**MATERIAL FOR THIS EXERCISE**
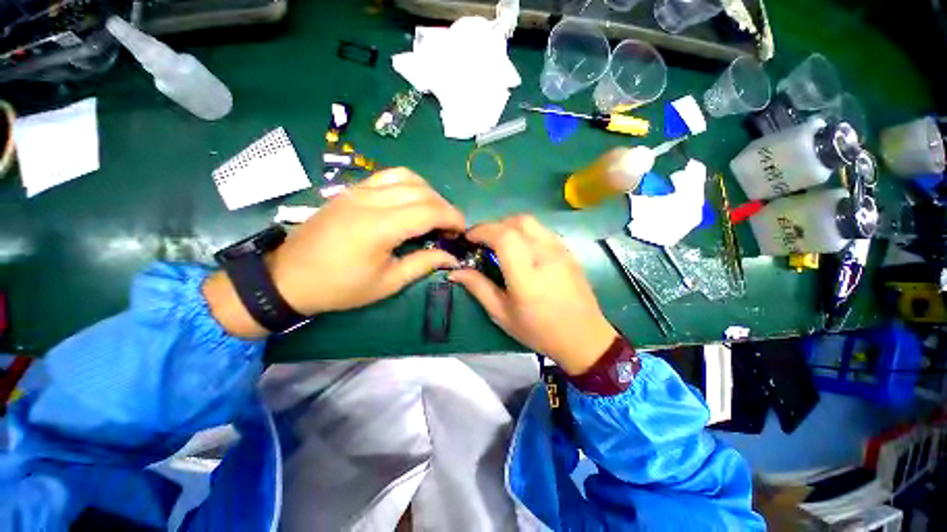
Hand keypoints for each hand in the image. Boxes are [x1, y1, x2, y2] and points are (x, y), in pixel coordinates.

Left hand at [205, 169, 464, 337]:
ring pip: (406, 176)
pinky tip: (410, 202)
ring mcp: (358, 190)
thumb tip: (451, 257)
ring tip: (432, 214)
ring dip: (428, 192)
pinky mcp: (351, 190)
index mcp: (380, 226)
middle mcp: (370, 200)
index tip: (462, 232)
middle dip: (444, 207)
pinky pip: (388, 176)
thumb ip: (423, 264)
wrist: (289, 277)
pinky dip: (408, 185)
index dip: (453, 218)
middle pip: (422, 191)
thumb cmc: (340, 287)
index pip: (430, 210)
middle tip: (449, 229)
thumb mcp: (388, 283)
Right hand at [449, 215, 616, 374]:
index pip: (504, 237)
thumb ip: (478, 288)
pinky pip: (542, 230)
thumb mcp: (502, 314)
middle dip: (493, 226)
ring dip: (509, 225)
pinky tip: (520, 247)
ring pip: (530, 222)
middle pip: (517, 222)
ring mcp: (560, 251)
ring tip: (498, 241)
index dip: (482, 231)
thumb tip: (455, 272)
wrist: (584, 337)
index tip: (469, 238)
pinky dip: (524, 231)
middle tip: (481, 240)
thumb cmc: (539, 330)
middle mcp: (546, 256)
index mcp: (527, 275)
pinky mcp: (568, 251)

**WHAT TO DO**
Could you repeat exactly the lines above from the line with "thumb ip: (423, 264)" up to and including the line with "index dip: (482, 231)", and only those?

**TASK ANSWER**
thumb ip: (423, 264)
wrist: (289, 277)
pinky dip: (408, 185)
index dip: (453, 218)
middle pip: (422, 191)
thumb cmc: (340, 287)
index pip: (430, 210)
middle tip: (449, 229)
thumb mcp: (388, 283)
Right hand at [449, 215, 616, 374]:
index pip: (504, 237)
thumb ip: (478, 288)
pinky pip: (542, 230)
thumb mcp: (502, 314)
middle dip: (493, 226)
ring dip: (509, 225)
pinky tip: (520, 247)
ring pip: (530, 222)
middle pip: (517, 222)
ring mcp: (560, 251)
ring tip: (498, 241)
index dip: (482, 231)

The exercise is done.